**TASK OBJECTIVE:**
Write out every entry below exactly as it appears. Pictures do not belong in the copy.

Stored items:
──────────────────────────────

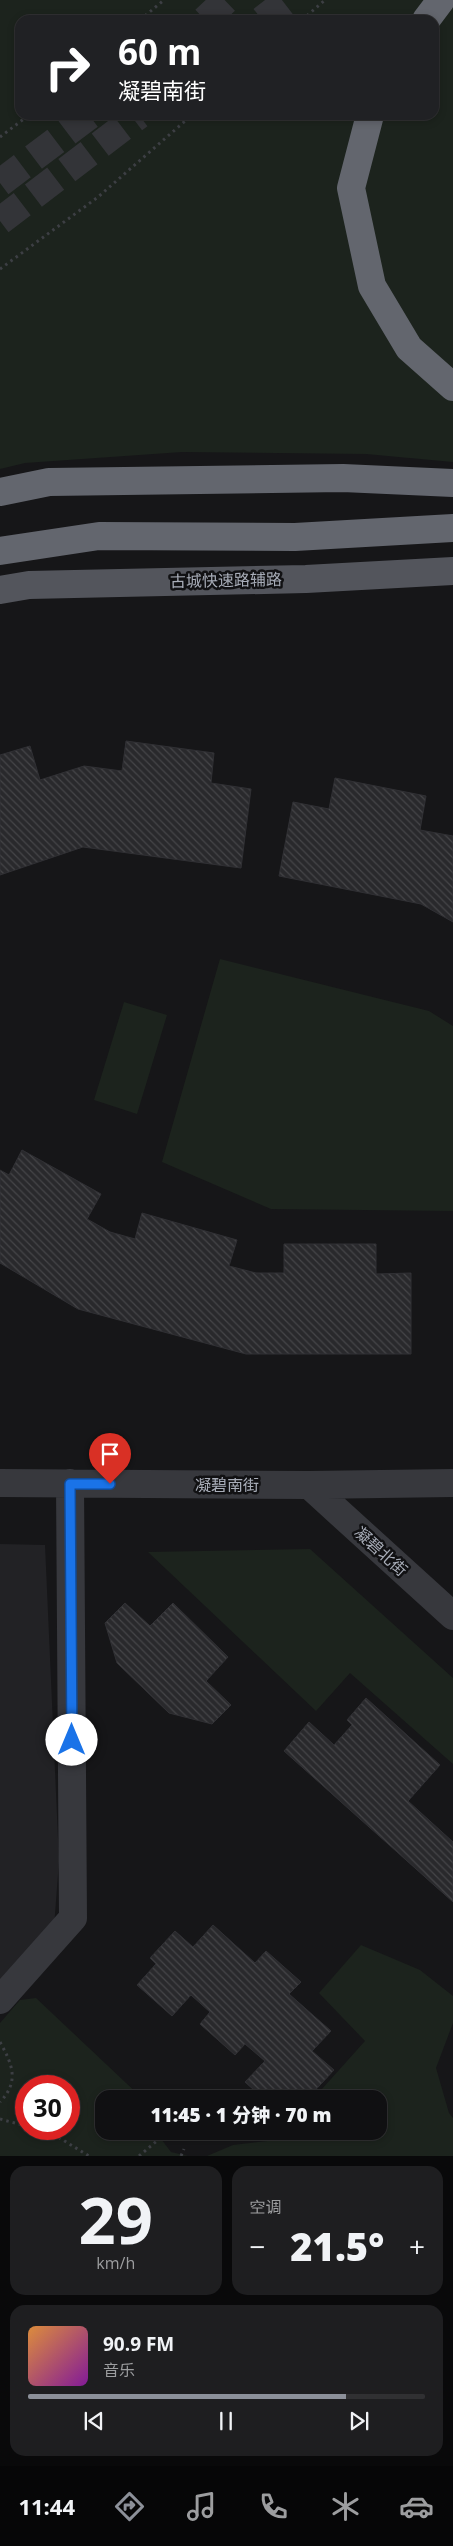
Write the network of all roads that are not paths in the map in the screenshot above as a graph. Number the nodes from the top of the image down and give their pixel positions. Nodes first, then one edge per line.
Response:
1 (441, 0) edge
2 (430, 15) edge
3 (369, 120) edge
4 (453, 387) edge
5 (453, 482) edge
6 (0, 492) edge
7 (453, 528) edge
8 (0, 551) edge
9 (453, 571) edge
10 (0, 590) edge
11 (0, 1483) edge
12 (453, 1483) edge
13 (70, 1484) junction
14 (309, 1485) junction
15 (453, 1616) edge
16 (0, 2000) edge

1 - 2 highway
3 - 4 highway
5 - 6 highway
7 - 8 highway
9 - 10 main road, 古城快速路辅路
11 - 13 street, 凝碧南街
12 - 14 street, 凝碧南街
13 - 14 street, 凝碧南街
13 - 16 street
14 - 15 street, 凝碧北街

──────────────────────────────

**WRITTEN REPLY:**
Write the network of all roads that are not paths in the map in the screenshot above as a graph. Number the nodes from the top of the image down and give their pixel positions. Nodes first, then one edge per line.
Response:
1 (441, 0) edge
2 (430, 15) edge
3 (369, 120) edge
4 (453, 387) edge
5 (453, 482) edge
6 (0, 492) edge
7 (453, 528) edge
8 (0, 551) edge
9 (453, 571) edge
10 (0, 590) edge
11 (0, 1483) edge
12 (453, 1483) edge
13 (70, 1484) junction
14 (309, 1485) junction
15 (453, 1616) edge
16 (0, 2000) edge

1 - 2 highway
3 - 4 highway
5 - 6 highway
7 - 8 highway
9 - 10 main road, 古城快速路辅路
11 - 13 street, 凝碧南街
12 - 14 street, 凝碧南街
13 - 14 street, 凝碧南街
13 - 16 street
14 - 15 street, 凝碧北街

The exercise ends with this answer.